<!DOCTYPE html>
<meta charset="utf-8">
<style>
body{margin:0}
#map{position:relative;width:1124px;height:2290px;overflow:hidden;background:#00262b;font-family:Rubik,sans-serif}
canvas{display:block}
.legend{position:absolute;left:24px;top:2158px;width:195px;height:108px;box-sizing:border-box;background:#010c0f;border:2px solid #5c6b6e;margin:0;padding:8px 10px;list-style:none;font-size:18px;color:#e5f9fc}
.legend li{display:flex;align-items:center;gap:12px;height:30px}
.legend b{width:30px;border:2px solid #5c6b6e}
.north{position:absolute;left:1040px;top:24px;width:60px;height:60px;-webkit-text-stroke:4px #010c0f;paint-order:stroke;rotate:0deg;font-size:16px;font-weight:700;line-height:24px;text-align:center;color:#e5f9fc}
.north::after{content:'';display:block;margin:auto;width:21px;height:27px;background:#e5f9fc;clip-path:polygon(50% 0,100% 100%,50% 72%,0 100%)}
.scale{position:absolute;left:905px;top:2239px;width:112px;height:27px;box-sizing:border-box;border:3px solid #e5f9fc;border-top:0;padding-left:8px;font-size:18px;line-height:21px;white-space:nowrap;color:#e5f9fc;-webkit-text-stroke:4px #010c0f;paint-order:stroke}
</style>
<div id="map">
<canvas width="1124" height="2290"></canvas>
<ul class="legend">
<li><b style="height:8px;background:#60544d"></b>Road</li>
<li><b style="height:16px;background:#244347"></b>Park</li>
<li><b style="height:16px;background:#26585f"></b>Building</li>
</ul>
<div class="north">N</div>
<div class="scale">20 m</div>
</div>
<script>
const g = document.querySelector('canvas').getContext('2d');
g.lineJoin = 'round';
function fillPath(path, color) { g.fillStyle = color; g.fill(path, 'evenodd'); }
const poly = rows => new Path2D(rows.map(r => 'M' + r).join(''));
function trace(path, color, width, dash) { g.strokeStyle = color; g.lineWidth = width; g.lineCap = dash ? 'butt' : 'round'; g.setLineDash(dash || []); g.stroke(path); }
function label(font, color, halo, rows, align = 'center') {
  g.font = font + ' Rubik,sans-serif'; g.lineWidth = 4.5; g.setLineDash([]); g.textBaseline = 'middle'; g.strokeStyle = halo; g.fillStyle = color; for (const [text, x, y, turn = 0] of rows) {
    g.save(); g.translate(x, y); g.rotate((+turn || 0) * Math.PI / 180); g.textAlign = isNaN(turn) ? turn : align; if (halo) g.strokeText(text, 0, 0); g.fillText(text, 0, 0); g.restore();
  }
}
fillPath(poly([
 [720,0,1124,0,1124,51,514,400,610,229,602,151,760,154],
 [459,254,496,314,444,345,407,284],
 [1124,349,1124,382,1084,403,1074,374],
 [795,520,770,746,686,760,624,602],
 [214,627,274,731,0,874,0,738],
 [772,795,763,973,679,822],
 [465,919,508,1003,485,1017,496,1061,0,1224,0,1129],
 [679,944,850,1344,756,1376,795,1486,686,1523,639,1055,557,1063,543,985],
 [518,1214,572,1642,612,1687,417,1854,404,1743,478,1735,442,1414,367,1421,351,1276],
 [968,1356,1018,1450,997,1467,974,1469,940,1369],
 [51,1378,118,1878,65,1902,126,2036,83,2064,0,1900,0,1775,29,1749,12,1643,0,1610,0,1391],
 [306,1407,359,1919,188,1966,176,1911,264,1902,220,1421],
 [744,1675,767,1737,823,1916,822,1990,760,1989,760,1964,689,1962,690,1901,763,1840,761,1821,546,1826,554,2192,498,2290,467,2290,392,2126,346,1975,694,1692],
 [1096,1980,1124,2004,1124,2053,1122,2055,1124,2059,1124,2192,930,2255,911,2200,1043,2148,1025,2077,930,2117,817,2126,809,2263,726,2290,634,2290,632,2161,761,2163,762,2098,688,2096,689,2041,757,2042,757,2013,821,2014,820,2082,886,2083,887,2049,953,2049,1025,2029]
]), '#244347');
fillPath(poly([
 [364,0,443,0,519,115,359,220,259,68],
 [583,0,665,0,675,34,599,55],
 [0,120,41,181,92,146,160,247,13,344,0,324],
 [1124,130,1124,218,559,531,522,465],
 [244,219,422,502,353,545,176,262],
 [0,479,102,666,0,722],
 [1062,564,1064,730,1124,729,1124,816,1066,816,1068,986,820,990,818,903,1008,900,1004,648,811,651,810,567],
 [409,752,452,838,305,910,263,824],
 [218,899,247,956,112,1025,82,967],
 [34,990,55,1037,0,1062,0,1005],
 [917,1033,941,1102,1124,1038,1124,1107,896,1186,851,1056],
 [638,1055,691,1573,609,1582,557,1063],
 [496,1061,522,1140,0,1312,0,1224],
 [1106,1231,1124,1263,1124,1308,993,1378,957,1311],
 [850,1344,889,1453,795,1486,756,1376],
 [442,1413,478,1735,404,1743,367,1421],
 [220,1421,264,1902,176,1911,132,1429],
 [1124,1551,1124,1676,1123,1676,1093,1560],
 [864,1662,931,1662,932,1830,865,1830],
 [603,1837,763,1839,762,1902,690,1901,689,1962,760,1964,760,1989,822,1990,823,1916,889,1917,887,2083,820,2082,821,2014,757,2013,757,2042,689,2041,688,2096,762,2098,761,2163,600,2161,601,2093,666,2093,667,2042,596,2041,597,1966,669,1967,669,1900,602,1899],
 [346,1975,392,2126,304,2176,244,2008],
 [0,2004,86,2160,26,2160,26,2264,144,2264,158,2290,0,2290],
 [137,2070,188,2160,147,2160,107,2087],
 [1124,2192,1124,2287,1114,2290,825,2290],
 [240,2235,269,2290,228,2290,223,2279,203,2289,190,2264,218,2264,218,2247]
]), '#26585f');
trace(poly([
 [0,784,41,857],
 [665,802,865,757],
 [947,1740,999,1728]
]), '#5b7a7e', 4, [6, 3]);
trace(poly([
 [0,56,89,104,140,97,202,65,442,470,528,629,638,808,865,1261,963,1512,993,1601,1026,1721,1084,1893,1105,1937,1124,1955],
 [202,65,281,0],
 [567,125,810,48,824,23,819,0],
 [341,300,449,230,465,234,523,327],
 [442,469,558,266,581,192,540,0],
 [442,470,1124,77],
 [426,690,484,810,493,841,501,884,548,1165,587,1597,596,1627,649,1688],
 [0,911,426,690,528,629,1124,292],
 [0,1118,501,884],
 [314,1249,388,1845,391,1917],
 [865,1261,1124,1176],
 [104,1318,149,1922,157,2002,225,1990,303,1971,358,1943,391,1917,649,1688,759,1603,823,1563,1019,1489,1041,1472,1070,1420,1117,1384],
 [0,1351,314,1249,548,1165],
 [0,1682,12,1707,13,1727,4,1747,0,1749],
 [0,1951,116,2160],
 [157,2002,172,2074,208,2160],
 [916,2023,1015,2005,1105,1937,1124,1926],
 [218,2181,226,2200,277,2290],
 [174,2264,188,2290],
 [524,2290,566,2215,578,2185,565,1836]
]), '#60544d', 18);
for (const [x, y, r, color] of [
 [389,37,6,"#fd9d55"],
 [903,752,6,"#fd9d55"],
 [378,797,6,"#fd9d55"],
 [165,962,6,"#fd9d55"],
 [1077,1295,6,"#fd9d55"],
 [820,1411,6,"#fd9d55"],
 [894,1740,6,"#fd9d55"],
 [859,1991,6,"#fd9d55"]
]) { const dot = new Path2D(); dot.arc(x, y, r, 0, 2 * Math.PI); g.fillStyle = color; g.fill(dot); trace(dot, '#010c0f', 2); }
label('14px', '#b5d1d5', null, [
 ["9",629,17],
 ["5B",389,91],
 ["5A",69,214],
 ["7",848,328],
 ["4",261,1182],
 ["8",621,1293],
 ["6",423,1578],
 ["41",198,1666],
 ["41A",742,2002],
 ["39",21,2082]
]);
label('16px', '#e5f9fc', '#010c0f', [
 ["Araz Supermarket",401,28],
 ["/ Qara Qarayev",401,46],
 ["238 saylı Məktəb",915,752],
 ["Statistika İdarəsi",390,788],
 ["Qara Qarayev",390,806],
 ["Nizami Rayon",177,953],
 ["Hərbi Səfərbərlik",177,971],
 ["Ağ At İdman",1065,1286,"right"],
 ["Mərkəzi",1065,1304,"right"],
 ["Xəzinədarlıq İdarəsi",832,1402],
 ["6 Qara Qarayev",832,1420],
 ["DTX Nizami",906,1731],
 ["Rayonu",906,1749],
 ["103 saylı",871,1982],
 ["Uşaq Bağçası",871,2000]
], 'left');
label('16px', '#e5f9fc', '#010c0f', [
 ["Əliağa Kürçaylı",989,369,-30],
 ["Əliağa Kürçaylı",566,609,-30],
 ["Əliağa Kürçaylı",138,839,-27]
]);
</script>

**Your objective:**
Every line from the first entry to the line containing "const poly = rows" should be transcribed exactly, and nothing beyond it.

**Result:**
<!DOCTYPE html>
<meta charset="utf-8">
<style>
body{margin:0}
#map{position:relative;width:1124px;height:2290px;overflow:hidden;background:#00262b;font-family:Rubik,sans-serif}
canvas{display:block}
.legend{position:absolute;left:24px;top:2158px;width:195px;height:108px;box-sizing:border-box;background:#010c0f;border:2px solid #5c6b6e;margin:0;padding:8px 10px;list-style:none;font-size:18px;color:#e5f9fc}
.legend li{display:flex;align-items:center;gap:12px;height:30px}
.legend b{width:30px;border:2px solid #5c6b6e}
.north{position:absolute;left:1040px;top:24px;width:60px;height:60px;-webkit-text-stroke:4px #010c0f;paint-order:stroke;rotate:0deg;font-size:16px;font-weight:700;line-height:24px;text-align:center;color:#e5f9fc}
.north::after{content:'';display:block;margin:auto;width:21px;height:27px;background:#e5f9fc;clip-path:polygon(50% 0,100% 100%,50% 72%,0 100%)}
.scale{position:absolute;left:905px;top:2239px;width:112px;height:27px;box-sizing:border-box;border:3px solid #e5f9fc;border-top:0;padding-left:8px;font-size:18px;line-height:21px;white-space:nowrap;color:#e5f9fc;-webkit-text-stroke:4px #010c0f;paint-order:stroke}
</style>
<div id="map">
<canvas width="1124" height="2290"></canvas>
<ul class="legend">
<li><b style="height:8px;background:#60544d"></b>Road</li>
<li><b style="height:16px;background:#244347"></b>Park</li>
<li><b style="height:16px;background:#26585f"></b>Building</li>
</ul>
<div class="north">N</div>
<div class="scale">20 m</div>
</div>
<script>
const g = document.querySelector('canvas').getContext('2d');
g.lineJoin = 'round';
function fillPath(path, color) { g.fillStyle = color; g.fill(path, 'evenodd'); }
const poly = rows => new Path2D(rows.map(r => 'M' + r).join(''));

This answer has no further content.